Every year there are many storms that form in the Atlantic Ocean. In general, these storms are only named once they reach sustained wind speeds of ~40 mph (61 km/hr). The Naming of these storms arose from the need to be able to effectively communicate weather forecasts. This especially is the case when there are multiple storms in the same region or “basin”.
On average, there are a little over 10 named storms each year. This goes to show just how significantly higher these years in the chart below were above the average.
Years with the Most Named Storms
2020 is currently the record holder for most named storms. As of writing Hurricane Iota is the 30th named storm of the season that’s due to make landfall on November 17th. Two two weeks left in hurricane season, this year could easily see more storms added to the total.
Though 2020 has seen the most storms, there have not been as many catastrophic hurricanes that hit land (not to minimize the impact of the storms that did hit land). Comparatively, in 2005 there were 3 hurricanes that wreaked havoc on land at category 5 wind speeds (above 158 mph or 254 km/hr) including the now infamous Hurricane Katrina that caused a record amount of damage in the US. Hurricanes Rita and Wilma were the other two category 5 stones that year.
The biggest storms to strike land in 1933 were both category 5 hurricanes named “Cuba-Brownsville” and “Tampico”.
The 5 years tied at 19 storms each are 1887, 1995, 2010, 2011 and 2012. There were no category 5 storms in any of those years.

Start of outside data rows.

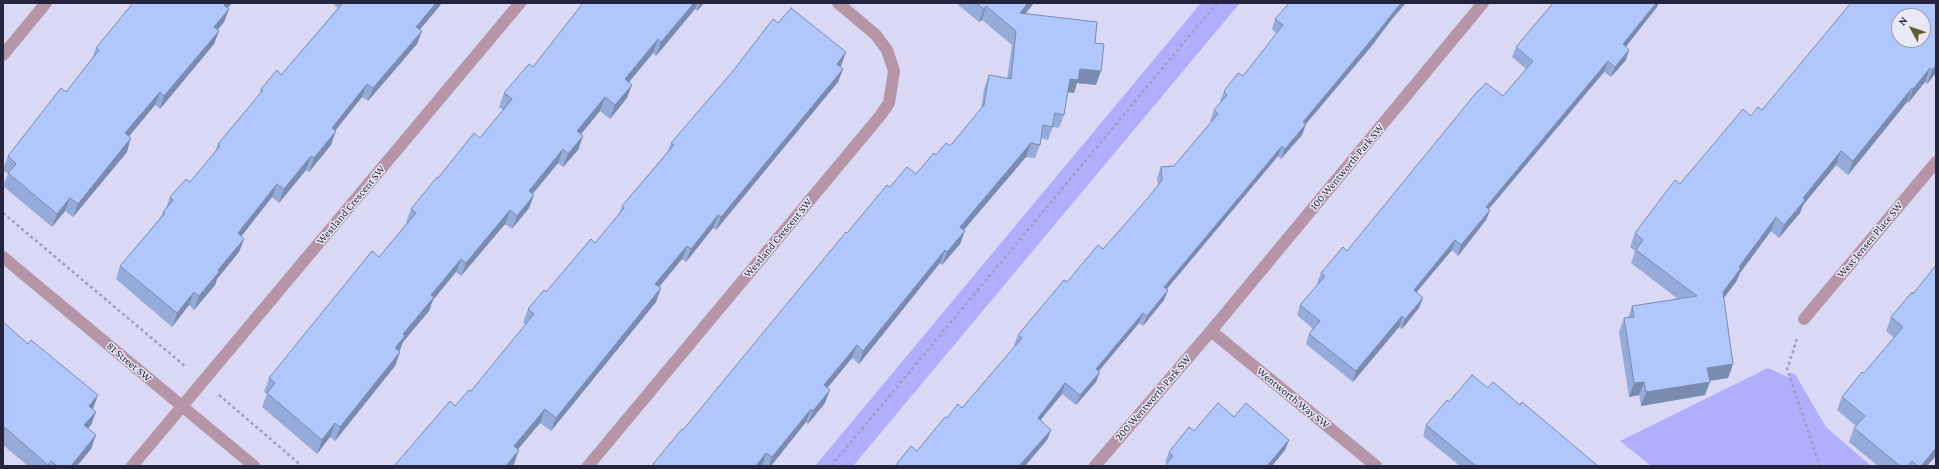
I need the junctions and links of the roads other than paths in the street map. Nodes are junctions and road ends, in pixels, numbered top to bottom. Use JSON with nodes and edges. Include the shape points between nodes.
{"nodes":[{"id":1,"x":46,"y":3,"type":"edge"},
{"id":2,"x":520,"y":3,"type":"edge"},
{"id":3,"x":838,"y":3,"type":"edge"},
{"id":4,"x":1484,"y":3,"type":"edge"},
{"id":5,"x":3,"y":55,"type":"edge"},
{"id":6,"x":1936,"y":162,"type":"edge"},
{"id":7,"x":3,"y":257,"type":"edge"},
{"id":8,"x":1804,"y":319,"type":"road end"},
{"id":9,"x":1211,"y":331,"type":"junction"},
{"id":10,"x":182,"y":406,"type":"junction"},
{"id":11,"x":132,"y":466,"type":"edge"},
{"id":12,"x":254,"y":466,"type":"edge"},
{"id":13,"x":588,"y":466,"type":"edge"},
{"id":14,"x":1095,"y":466,"type":"edge"},
{"id":15,"x":1376,"y":466,"type":"edge"}],
"edges":[{"from":1,"to":5,"type":"street"},
{"from":2,"to":10,"type":"street","name":"Westland Crescent SW"},
{"from":3,"to":13,"type":"street","name":"Westland Crescent SW","via":[[876,35],[887,50],[894,71],[889,103]]},
{"from":4,"to":9,"type":"street","name":"100 Wentworth Park SW"},
{"from":6,"to":8,"type":"street","name":"West Jensen Place SW"},
{"from":7,"to":10,"type":"street","name":"81 Street SW"},
{"from":9,"to":14,"type":"street","name":"200 Wentworth Park SW"},
{"from":9,"to":15,"type":"street","name":"Wentworth Way SW"},
{"from":10,"to":11,"type":"street","name":"Westland Crescent SW"},
{"from":10,"to":12,"type":"street","name":"81 Street SW"}]}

Hurricane Camille struck land in 1969 as a category 5 hurricane and as it goes with such storms, caused considerable damage and destruction in its path.
Experts believe that warmer surface ocean waters due to climate change is partly to blame for the record number of storms this year. In addition, as storm tracking technology has gotten better, we are able to see and track storms that form far out in the ocean and never end up hitting land.